Formula Used: $ {{\text{E}}_{{\text{cell}}}}{\text{ = }}{{\text{E}}^{\text{0}}}_{{\text{cell}}} - \dfrac{{{\text{0}}{\text{.0591}}}}{{\text{n}}}{\text{log }}{{\text{K}}_{\text{c}}} $
Where $ {{\text{K}}_{\text{c}}}{\text{ = }}\dfrac{{\left[ {{\text{F}}{{\text{e}}^{{\text{ + 2}}}}} \right]\left[ {{{\text{H}}_{\text{2}}}} \right]}}{{\left[ {{\text{Fe}}} \right]{{\left[ {{{\text{H}}^{\text{ + }}}} \right]}^{\text{2}}}}} $

Complete step by step solution:
As per the position of the elements in the electrochemical series of the element that is lower in the series gets reduced while the one that appears higher in the series gets reduced. Here, iron should get oxidized and hydrogen should get reduced. As per that that, the cell reaction that follows is:
 $ \text{Fe (s) + }{{\text{H}}^{\text{+}}}\left( \text{aq} \right)\to \text{F}{{\text{e}}^{\text{+2}}}\text{ (aq) + }{{\text{H}}_{\text{2}}}\left( \text{g} \right) $
Putting the values in the Nernst equation we get,
 $ {{\text{E}}_{\text{cell}}}\text{= }{{\text{E}}^{\text{0}}}_{\text{cell}}-\dfrac{\text{0}\text{.0591}}{\text{n}}\text{log }{{\text{K}}_{\text{c}}} $
Where, n is the number of electrons transferred, $ {{\text{K}}_{\text{c}}} $ is the equilibrium constant of the reaction, which is equal to, $ {{\text{K}}_{\text{c}}}\text{=}\dfrac{\left[ \text{F}{{\text{e}}^{\text{+2}}} \right]\left[ {{\text{H}}_{\text{2}}} \right]}{\left[ \text{Fe} \right]{{\left[ {{\text{H}}^{\text{+}}} \right]}^{\text{2}}}} $
The concentration of the ferric solution is $ \text{0}\text{.001 M} $ while the amount of hydrogen gas that is liberated has a pressure that is equal to 1 bar.
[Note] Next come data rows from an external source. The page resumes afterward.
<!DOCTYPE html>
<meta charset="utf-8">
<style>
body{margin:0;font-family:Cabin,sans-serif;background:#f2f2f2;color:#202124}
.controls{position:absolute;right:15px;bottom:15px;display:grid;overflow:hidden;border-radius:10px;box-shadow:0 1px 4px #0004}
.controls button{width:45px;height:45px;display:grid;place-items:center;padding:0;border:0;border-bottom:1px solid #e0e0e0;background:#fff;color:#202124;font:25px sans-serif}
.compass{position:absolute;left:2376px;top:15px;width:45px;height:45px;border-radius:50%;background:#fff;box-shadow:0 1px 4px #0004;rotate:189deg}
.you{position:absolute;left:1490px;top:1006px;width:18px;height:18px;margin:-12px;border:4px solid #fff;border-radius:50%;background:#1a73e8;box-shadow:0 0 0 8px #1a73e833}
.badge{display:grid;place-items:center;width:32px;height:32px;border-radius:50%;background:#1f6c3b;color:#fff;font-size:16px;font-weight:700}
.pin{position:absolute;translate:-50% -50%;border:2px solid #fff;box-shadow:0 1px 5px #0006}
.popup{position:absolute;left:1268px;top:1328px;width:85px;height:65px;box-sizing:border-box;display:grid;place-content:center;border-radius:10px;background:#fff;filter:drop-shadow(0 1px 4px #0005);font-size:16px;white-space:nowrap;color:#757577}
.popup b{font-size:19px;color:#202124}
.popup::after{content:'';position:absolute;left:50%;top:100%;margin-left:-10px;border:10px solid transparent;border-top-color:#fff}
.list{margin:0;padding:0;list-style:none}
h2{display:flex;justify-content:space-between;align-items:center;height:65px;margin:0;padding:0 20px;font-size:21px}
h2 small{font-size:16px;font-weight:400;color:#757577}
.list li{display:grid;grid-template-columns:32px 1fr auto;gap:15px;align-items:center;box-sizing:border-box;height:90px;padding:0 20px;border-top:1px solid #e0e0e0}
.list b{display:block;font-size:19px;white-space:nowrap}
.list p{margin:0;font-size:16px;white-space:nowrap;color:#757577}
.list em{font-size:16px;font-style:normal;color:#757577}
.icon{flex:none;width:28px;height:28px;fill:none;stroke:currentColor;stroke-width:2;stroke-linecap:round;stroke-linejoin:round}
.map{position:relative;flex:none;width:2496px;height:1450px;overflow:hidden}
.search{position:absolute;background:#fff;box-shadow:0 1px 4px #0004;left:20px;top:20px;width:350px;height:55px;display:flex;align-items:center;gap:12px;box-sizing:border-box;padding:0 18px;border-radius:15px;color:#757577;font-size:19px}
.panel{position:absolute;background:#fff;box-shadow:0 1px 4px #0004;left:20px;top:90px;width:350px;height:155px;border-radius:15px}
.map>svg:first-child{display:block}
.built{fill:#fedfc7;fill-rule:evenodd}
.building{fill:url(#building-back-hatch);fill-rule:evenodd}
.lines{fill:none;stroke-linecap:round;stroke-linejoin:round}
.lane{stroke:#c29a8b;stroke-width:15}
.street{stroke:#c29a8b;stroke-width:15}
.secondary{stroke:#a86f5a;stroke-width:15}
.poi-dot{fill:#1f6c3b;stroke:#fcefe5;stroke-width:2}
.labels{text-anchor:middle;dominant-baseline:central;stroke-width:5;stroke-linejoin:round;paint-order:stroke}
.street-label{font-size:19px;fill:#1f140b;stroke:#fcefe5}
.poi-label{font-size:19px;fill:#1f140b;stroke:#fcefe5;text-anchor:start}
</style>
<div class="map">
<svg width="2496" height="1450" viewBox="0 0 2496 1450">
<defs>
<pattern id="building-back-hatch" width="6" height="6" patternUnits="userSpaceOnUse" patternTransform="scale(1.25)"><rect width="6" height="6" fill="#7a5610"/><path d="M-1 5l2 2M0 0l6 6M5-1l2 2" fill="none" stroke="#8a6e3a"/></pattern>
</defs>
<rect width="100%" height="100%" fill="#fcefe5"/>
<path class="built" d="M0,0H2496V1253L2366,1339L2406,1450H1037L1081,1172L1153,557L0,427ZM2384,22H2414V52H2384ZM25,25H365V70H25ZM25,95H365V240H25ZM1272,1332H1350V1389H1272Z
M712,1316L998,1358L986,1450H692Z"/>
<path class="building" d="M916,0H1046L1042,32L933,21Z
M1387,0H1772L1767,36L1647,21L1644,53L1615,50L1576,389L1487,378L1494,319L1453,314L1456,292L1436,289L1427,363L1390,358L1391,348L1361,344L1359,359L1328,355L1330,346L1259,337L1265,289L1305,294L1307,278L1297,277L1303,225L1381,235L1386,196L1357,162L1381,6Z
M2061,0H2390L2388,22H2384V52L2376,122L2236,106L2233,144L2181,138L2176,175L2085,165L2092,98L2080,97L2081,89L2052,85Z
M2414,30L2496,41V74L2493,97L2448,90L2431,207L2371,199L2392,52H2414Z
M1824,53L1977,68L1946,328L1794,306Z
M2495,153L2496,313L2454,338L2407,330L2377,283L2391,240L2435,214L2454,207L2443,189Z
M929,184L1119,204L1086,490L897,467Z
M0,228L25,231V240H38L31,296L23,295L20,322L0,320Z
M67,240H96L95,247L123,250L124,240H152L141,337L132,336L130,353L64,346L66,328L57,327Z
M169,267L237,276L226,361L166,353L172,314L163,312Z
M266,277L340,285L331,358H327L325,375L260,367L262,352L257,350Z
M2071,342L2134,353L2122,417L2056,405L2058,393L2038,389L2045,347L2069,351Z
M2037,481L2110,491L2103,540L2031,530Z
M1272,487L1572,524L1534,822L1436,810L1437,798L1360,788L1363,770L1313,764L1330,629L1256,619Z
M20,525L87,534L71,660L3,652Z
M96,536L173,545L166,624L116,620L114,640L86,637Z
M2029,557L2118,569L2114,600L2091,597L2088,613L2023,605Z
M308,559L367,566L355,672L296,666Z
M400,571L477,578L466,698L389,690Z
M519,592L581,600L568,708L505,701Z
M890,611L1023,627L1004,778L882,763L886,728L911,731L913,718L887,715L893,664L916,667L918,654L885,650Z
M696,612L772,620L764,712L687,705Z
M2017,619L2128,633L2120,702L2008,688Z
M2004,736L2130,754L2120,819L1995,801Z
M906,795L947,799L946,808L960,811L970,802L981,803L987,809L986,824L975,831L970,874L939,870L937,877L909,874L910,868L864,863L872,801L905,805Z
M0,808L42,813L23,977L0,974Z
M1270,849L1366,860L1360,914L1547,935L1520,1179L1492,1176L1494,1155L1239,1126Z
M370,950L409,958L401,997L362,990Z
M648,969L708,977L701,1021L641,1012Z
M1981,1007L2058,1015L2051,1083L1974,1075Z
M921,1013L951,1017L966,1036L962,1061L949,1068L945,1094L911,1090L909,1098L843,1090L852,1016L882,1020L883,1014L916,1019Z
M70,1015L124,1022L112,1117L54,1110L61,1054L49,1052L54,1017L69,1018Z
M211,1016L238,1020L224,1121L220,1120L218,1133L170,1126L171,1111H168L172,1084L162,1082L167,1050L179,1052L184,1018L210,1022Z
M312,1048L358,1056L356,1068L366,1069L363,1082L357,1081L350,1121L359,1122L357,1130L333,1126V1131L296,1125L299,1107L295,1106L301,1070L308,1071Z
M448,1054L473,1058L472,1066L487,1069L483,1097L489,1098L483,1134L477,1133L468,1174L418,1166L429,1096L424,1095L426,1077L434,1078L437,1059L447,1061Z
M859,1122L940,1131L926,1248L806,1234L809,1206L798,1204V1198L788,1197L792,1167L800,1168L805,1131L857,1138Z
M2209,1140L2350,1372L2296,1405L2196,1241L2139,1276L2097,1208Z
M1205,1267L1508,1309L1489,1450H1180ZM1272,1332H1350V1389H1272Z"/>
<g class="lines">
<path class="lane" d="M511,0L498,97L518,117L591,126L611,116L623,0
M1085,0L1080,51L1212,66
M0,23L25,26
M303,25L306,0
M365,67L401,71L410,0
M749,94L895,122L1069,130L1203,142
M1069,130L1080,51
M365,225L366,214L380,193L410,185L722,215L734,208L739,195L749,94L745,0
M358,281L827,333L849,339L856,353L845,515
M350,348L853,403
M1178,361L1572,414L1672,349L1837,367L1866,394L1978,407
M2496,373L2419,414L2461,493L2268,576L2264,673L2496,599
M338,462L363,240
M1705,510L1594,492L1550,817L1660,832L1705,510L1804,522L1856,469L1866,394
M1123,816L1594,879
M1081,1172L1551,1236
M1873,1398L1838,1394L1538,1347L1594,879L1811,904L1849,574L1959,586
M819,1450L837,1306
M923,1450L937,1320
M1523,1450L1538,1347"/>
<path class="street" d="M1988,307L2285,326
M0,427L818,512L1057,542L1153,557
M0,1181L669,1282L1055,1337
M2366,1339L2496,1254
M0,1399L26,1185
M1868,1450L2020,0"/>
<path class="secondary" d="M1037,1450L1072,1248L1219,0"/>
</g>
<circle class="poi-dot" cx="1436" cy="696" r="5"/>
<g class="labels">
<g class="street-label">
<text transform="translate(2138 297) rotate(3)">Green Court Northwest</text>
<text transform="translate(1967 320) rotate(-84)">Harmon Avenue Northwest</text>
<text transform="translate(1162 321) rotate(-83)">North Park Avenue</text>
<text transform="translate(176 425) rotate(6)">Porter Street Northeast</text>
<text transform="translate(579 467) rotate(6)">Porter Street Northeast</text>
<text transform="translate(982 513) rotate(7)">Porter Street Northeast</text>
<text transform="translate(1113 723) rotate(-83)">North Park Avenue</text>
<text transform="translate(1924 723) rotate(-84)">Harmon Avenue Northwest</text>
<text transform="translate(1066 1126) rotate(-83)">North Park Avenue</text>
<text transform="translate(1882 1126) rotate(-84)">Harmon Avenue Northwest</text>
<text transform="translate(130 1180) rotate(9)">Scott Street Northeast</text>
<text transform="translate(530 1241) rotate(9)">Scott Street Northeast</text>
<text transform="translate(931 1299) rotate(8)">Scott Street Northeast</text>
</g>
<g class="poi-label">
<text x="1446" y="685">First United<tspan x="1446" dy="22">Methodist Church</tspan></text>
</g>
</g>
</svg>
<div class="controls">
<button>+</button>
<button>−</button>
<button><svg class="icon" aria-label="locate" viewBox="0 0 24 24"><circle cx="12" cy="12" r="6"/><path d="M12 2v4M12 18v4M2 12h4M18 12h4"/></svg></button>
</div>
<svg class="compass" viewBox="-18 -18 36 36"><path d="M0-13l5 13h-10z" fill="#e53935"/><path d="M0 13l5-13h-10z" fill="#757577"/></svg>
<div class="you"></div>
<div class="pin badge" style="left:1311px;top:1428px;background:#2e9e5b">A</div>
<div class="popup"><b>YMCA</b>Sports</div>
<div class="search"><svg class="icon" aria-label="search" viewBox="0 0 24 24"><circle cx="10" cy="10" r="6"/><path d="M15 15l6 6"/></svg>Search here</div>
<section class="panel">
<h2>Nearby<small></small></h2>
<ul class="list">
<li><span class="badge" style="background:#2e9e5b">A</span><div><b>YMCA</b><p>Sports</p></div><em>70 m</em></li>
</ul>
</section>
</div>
Considering the concentration of metallic iron and hydrogen to be equal to 1, we get that, $ {{\text{K}}_{\text{c}}}\text{=}\dfrac{\left[ \text{F}{{\text{e}}^{\text{+2}}} \right]\times 1}{1\times {{\left[ {{\text{H}}^{\text{+}}} \right]}^{\text{2}}}}=\dfrac{0.001}{{{1}^{2}}} $ = $ 0.001 $
The cell potential is,
 $ \text{E}_{\text{cell}}^{\text{0}}\text{= E}_{\text{right}}^{\text{0}}\text{- E}_{\text{left}}^{\text{0}} $ = $ \text{ + 0}\text{.44 V} $
 Putting the value in the above equation, we get,
 $ {{\text{E}}_{\text{cell}}}\text{= 0}\text{.44 -}\dfrac{\text{0}\text{.0591}}{2}\text{log }\left( 0.001 \right) $
Or, $ {{\text{E}}_{\text{cell}}}\text{= 0}\text{.44 -}\dfrac{\text{0}\text{.0591}}{2}\text{log }\left( {{10}^{-3}} \right) $
Or, $ {{\text{E}}_{\text{cell}}}\text{= 0}\text{.44 + }\left( \text{3 }\!\!\times\!\!\text{ }\dfrac{\text{0}\text{.0591}}{\text{2}} \right)\text{= }\left( \text{0}\text{.44+0}\text{.089} \right)\text{ V} $
Or, $ {{\text{E}}_{\text{cell}}}\text{= 0}\text{.53 V} $
Hence the emf of the following cell at 298 K is equal to $ \text{0}\text{.53 V} $ .

Note:
The Nernst equation relates the reduction potential of an electrochemical reaction (half –cell or full cell) to the standard reduction potential, temperature and the activities (often approximated by the concentrations) of the chemical species that are undergoing reduction and oxidation. This reaction was named after Walther Nernst, a German chemical physicist who laid this equation.